Proxy form for use by shareholders of MelcoLot Limited (the “Company”) at the annual general meeting of the Company (the “Meeting”) to be held on Thursday, 8 May 2014 at 11:00 a.m.

I/We [(Note 1)] of

being the registered holder(s) of

shares [(Note 2)] of HK$0.01 each in the capital

of the Company, HEREBY APPOINT [(Note 3)] THE CHAIRMAN OF THE MEETING or of

as my/our proxy to attend and vote for me/us at the Meeting of the Company to be held at 38th Floor, The Centrium, 60 Wyndham Street, Central, Hong Kong on Thursday, 8 May 2014 at 11:00 a.m. and at any adjournment thereof as indicated below:

ORDINARY RESOLUTIONS FOR(Note 4) AGAINST(Note 4)
1. To receive and adopt the audited financial statements and the reports of the directors
and auditor for the year ended 31 December 2013
2. (I) (a)To re-elect Mr. Tsui Che Yin, Frank as non-executive director
(b)To re-elect Mr. Tsang Yuen Wai, Samuel as executive director
(c)To re-elect Mr. Tam Chi Wai, Dennis as executive director
(d)To re-elect Mr. Tsoi, David, who has served the Company for more than
nine years, as independent non-executive director
(e)To re-elect Ms. Chan Po Yi, Patsy as independent non-executive director
(II) To authorize the board of directors to fix the directors’ remuneration
3. To re-appoint Deloitte Touche Tohmatsu as auditor and to authorize the board of
directors to fix its remuneration
4. To grant a general mandate to the directors to issue shares and grant rights to
subscribe for and convert into shares in the Company
5. To grant a general mandate to the directors to repurchase shares in the Company
6. To extend the general mandate to issue shares to cover shares repurchased by the
Company

Dated this day of 2014 Shareholder’s signature [(Note 5)] :

Notes:

  1. Full name(s) and address(es) to be inserted in BLOCK CAPITALS.
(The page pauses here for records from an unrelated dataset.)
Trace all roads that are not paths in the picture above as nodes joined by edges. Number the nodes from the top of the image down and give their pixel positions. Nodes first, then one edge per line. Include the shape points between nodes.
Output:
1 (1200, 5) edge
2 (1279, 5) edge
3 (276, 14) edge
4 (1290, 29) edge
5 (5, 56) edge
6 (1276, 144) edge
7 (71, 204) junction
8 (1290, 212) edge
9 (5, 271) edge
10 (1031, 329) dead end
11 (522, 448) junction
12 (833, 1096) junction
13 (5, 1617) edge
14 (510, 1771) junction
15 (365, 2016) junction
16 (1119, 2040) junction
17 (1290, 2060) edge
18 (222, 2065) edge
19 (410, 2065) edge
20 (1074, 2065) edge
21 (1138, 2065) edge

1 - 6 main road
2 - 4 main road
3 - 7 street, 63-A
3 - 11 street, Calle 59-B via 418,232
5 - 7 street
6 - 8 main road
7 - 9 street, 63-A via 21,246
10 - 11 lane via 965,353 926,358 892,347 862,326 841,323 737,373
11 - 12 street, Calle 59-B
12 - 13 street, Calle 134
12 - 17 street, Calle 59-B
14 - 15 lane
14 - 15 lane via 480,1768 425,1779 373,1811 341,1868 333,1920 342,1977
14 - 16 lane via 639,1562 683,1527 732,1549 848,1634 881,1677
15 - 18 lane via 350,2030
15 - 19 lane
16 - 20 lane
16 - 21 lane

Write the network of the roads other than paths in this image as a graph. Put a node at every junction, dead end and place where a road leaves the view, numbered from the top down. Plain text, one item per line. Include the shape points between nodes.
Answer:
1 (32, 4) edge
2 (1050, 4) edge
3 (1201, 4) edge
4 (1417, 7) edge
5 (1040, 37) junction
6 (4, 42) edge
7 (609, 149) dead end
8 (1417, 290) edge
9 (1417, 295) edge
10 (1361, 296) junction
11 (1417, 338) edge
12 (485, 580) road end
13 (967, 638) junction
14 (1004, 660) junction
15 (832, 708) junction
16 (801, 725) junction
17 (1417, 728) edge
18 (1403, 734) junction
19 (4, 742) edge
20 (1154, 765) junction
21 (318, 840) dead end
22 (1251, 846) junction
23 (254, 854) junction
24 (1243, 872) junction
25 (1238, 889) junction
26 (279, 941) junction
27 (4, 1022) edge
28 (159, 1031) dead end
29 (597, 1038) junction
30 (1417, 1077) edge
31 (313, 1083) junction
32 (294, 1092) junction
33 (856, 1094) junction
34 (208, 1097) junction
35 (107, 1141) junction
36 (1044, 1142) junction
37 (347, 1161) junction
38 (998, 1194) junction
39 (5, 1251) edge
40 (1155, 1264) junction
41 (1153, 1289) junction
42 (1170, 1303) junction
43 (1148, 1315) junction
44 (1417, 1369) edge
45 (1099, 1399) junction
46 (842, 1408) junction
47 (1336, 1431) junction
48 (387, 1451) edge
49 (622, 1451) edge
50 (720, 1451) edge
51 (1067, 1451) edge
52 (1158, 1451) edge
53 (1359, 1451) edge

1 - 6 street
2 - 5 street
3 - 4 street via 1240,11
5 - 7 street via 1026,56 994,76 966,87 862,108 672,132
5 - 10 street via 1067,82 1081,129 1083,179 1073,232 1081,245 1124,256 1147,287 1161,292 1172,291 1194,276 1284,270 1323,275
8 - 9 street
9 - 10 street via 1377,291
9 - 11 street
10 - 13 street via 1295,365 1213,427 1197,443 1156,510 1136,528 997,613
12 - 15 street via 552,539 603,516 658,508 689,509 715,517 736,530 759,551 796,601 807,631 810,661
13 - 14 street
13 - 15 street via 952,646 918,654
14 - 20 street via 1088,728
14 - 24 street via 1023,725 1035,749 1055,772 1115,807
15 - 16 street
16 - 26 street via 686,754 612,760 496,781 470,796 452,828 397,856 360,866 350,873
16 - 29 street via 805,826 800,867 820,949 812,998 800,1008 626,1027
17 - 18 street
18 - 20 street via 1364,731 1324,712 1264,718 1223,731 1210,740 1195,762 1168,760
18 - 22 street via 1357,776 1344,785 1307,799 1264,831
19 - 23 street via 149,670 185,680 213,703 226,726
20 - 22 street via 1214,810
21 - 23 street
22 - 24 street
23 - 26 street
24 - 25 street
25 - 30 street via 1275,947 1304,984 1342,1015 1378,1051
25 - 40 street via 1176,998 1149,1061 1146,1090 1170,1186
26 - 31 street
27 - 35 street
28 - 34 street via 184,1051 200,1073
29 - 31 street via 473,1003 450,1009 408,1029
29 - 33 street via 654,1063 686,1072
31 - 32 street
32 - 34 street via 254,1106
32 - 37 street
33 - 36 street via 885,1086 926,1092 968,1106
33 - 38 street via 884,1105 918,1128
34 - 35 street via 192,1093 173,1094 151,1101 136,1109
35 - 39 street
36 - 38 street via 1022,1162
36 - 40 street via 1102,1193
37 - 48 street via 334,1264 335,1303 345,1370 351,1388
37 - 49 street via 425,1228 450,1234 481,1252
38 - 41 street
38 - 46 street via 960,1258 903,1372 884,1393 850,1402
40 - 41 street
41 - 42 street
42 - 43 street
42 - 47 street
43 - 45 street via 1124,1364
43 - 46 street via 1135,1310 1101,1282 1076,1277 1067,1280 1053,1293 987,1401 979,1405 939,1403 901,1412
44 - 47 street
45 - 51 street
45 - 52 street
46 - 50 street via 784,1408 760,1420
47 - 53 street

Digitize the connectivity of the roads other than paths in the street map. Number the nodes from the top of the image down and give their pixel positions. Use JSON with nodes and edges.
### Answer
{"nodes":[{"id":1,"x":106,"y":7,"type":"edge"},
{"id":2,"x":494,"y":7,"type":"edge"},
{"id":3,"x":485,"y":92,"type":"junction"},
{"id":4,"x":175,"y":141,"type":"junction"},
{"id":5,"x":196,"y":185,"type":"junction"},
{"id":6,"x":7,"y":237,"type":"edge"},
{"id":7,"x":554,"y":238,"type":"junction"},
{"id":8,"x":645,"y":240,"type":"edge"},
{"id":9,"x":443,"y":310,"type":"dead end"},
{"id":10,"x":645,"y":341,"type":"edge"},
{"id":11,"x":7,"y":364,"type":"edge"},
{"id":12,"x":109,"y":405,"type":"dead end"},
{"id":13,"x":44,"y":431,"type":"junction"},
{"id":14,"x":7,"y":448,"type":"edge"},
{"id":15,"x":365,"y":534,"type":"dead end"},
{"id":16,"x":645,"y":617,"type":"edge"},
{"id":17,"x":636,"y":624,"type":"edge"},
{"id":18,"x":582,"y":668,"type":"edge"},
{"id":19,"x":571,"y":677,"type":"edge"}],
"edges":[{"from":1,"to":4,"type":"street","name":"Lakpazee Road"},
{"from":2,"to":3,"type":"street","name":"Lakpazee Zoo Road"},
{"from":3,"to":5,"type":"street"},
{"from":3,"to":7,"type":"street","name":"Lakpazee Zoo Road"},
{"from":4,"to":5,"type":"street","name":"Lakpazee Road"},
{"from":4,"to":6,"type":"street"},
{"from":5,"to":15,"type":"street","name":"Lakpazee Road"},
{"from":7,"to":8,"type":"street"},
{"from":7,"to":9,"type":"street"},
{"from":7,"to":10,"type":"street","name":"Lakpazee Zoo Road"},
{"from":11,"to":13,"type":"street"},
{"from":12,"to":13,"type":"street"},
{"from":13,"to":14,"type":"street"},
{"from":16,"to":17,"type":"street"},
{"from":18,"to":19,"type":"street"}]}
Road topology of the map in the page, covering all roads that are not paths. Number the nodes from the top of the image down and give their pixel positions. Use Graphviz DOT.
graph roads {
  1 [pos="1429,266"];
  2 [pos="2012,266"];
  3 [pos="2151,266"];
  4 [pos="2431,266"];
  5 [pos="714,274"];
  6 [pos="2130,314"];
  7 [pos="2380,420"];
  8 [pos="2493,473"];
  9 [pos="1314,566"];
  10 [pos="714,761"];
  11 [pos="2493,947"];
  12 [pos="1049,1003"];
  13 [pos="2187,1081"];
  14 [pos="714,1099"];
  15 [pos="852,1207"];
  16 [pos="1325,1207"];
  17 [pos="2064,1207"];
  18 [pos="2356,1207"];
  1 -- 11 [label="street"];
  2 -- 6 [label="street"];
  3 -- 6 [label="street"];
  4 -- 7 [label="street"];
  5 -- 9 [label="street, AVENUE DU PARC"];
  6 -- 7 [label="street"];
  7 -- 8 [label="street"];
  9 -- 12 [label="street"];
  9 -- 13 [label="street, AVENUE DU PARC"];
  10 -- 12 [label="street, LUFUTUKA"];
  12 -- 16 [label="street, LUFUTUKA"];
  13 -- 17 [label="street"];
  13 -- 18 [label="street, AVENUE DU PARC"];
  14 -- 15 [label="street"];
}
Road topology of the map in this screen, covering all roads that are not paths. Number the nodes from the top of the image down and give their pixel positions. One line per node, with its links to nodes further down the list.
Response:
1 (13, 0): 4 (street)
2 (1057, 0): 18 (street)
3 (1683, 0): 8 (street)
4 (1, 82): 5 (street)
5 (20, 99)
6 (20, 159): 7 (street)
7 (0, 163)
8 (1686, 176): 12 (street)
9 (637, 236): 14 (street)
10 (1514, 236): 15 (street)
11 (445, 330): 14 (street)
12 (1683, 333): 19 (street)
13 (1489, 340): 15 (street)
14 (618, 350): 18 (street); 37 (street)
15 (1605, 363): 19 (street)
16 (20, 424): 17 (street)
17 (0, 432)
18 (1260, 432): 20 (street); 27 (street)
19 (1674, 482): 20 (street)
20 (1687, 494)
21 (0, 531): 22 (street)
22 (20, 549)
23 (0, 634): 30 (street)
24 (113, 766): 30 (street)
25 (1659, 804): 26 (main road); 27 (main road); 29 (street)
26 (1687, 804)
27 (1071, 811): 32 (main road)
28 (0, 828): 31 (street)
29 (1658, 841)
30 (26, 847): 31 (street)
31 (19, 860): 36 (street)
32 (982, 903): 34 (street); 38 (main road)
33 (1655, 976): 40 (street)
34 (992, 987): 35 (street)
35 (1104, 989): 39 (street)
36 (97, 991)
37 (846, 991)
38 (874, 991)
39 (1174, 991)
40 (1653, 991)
  2. Please insert the number of shares in the Company registered in your name(s) to which the proxy relates. If no number is inserted, this form of proxy will be deemed to relate to all the shares in the Company registered in your name(s).

  3. A shareholder of the Company may appoint a proxy of his/her choice who need not be a shareholder of the Company, but such appointed proxy must attend the Meeting in person to represent you. Please insert the name and address of the appointed proxy in the space provided. If no name is inserted, the Chairman of the Meeting will act as your proxy.

  4. IMPORTANT: If you wish to vote for a resolution, please place a “✓” in the relevant box marked in the column headed “For”. If you wish to vote against a resolution, please place a “✓” in the relevant box marked in the column headed “Against”. Failure to tick either box will entitle your proxy to cast your vote at his/her discretion in respect of that resolution.

  5. This form of proxy must be signed by you or your attorney duly authorized in writing, or in the case of a corporation, either under its common seal or under the hand of an officer, attorney or other person duly authorized.

  6. In the case of joint holders, any one of the joint holders may vote at the Meeting, either in person or by proxy, as if he/she were solely entitled thereto. But if more than one joint holder is present, whether in person or by proxy, only the vote of the senior holder will be counted. For this purpose, seniority will be determined by the order in which the names stand in the register of members of the Company in respect of the joint holding.

  7. To be valid, this form of proxy together with any power of attorney or other authority (if any) under which it is signed or a certified copy of such power or authority must be deposited at the Company’s branch transfer office and share registrar in Hong Kong, Computershare Hong Kong Investor Services Limited at 17M Floor, Hopewell Centre, 183 Queen’s Road East, Wanchai, Hong Kong no later than 48 hours before the time appointed for the Meeting (or any adjournment thereof).

  8. Any alterations made to this form of proxy must be initialed by the person who signs it.

  9. Completion and delivery of this proxy form will not preclude you from attending and voting at the Meeting if you so wish and in such case, the form of proxy shall be deemed to be revoked.